Sid Mangalik:Yeah, so I'll just start by talking about like, what is a safer model? Right? So to answer that question, and how is systems engineering gonna really fit in with this world? You should think about what it can do for us, right? So it can give you something like models that are fully reproducible, right? If you're building from systems if you're building from the ground up, if you're building with very intentional design, you know, even if you change the model every three months, and you had some, you know, wacky decision that you're not happy with or customer complaints about, you can go back, rebuild the system as you have had at the time, and determine you know where, where the faults came from.
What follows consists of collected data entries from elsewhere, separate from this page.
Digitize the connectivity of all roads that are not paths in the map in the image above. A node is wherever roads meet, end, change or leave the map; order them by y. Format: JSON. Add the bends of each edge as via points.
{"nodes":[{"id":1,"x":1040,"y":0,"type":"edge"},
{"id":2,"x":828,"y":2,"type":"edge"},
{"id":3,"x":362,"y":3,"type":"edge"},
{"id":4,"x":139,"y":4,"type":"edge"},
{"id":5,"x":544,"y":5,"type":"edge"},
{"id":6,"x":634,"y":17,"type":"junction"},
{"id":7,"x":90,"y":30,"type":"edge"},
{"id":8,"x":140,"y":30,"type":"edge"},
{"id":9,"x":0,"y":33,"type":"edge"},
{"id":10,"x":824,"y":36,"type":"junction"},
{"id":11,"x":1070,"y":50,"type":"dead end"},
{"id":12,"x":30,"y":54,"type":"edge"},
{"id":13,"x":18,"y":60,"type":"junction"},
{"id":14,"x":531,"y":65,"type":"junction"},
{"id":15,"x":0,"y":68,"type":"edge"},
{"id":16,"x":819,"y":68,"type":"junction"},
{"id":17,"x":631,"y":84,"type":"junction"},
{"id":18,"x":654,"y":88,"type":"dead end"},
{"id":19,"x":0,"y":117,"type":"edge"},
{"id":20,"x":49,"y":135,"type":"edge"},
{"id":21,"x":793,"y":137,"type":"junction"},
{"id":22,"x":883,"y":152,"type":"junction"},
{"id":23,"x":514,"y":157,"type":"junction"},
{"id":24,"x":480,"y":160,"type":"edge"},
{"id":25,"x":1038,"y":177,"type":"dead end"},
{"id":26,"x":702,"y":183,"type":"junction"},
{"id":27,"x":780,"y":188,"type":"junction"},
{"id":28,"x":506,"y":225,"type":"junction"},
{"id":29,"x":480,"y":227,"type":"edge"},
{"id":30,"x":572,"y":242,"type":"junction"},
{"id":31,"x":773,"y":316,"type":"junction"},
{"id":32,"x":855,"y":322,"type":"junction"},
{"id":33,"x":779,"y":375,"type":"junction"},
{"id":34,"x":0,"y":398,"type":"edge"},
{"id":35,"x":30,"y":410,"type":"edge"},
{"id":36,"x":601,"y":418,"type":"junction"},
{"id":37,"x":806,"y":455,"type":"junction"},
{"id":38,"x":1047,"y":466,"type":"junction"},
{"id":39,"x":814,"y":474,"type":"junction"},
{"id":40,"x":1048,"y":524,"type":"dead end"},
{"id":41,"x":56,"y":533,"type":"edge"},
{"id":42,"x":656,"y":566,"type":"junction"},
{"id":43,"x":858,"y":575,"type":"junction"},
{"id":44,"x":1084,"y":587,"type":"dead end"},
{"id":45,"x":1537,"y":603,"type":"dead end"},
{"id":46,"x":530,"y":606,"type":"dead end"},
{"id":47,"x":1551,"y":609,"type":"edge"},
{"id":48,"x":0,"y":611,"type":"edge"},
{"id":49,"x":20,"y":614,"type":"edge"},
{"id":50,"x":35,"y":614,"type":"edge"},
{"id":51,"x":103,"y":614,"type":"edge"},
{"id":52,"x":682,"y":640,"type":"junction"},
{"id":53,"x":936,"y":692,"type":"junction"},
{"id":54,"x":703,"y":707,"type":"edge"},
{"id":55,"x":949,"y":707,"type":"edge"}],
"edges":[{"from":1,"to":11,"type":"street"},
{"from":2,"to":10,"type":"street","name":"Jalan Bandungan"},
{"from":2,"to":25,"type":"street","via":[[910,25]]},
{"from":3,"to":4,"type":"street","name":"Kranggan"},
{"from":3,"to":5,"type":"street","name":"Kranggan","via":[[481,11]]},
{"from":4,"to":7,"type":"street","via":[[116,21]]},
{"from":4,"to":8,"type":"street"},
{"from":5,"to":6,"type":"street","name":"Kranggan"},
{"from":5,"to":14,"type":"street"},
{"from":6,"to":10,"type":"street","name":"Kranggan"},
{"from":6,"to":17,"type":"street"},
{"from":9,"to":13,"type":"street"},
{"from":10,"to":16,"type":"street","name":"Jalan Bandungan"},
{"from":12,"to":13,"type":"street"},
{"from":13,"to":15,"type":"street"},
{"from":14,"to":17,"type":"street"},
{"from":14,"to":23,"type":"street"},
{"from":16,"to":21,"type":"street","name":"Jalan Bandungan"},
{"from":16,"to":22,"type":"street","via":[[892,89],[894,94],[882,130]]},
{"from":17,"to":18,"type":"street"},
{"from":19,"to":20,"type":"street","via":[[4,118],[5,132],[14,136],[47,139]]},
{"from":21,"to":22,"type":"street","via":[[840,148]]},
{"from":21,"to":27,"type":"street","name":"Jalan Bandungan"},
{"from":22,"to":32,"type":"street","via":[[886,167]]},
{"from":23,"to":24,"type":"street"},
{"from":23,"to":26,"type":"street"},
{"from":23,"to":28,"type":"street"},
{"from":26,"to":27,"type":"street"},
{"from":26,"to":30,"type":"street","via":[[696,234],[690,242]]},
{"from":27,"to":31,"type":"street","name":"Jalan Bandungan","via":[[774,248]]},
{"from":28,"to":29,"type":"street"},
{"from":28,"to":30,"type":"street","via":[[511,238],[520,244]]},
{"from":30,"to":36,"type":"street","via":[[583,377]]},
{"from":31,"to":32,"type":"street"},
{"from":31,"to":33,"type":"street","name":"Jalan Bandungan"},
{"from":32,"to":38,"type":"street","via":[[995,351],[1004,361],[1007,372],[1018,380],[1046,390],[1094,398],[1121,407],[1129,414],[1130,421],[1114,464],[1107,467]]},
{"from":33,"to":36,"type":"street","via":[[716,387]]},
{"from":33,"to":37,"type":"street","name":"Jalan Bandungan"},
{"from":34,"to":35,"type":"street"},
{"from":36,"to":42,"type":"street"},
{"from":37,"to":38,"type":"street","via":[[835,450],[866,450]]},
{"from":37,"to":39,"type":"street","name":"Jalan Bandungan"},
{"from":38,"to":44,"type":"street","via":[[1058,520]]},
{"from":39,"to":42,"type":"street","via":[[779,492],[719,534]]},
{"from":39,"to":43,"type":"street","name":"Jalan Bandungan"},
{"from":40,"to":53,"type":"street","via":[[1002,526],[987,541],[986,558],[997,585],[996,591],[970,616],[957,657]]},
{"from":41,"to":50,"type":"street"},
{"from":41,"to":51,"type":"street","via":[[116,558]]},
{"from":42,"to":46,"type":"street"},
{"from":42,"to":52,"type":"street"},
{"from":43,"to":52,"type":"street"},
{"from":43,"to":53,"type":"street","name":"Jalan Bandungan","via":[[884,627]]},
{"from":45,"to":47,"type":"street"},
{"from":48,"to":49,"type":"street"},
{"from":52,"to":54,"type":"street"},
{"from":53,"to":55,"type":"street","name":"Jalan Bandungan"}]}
So when we talk about safety, it's a lot about this, like control and understanding of your model that you gain from taking a systems approach. And so if you want to have any hope of assuring your model of governing your model, you should be building it with these types of systems, ideas in mind. Others, you have basically no hope of managing these very underlying these complex underlying systems, that you'll just be at the whims of, well, we lost our artifact for this. It's in an s3 bucket somewhere, I don't know what it's called. And then you just have to gloss over it and hope that no one that you know, complains about it later.
Andrew Clark:So I think the data science hacker culture as soon as mentioned with isn't an s3 bucket somewhere or something like that, it's actually been really detrimental to this approach. And you'll hear statisticians and traditional modelers kind of gripe about the data science world actuaries very much do this as well as actuaries have a set way that they learn they're very particular very precise, is they have a code of ethics, they have all of these things in place, they're very precise in their modeling. And you know, in insurance, you're gonna have data scientists coming in, and it's very swashbuckling, hacker culture, I just pip install sky color, and I make awesome things happen in my model outperforms you, and I'm optimizing performance thanks to Kaggle. You don't you miss a lot of these other nuances. And because the marketing engine and computer science and data science, it's kind of taken over that, that's fine. That's all you need. We're all going for performance, more performance better. And it's just, I'm not quite sure how we that's the whole purpose of this podcast, doing things the hard way, doing things the correct way, trying to bring us back for when we're talking about mission critical systems, even like some of the things going on with the the White House's new new, like, let's now look into AI again, well, this has already been doing this for years, why are we now starting from scratch again? And then let's get the same computer science folks in the room and ask them what we should be doing about how to build systems? Why are we going back in history and understanding all of the great within the United States Government knowledge that's just not being utilized on how to build safe, resilient systems? And guess what the Apollo program was using models back then to make decisions about trajectory on where you're going in space? Like, there's so much of this institutional knowledge out there? How do we start trying to bring that into building critical systems?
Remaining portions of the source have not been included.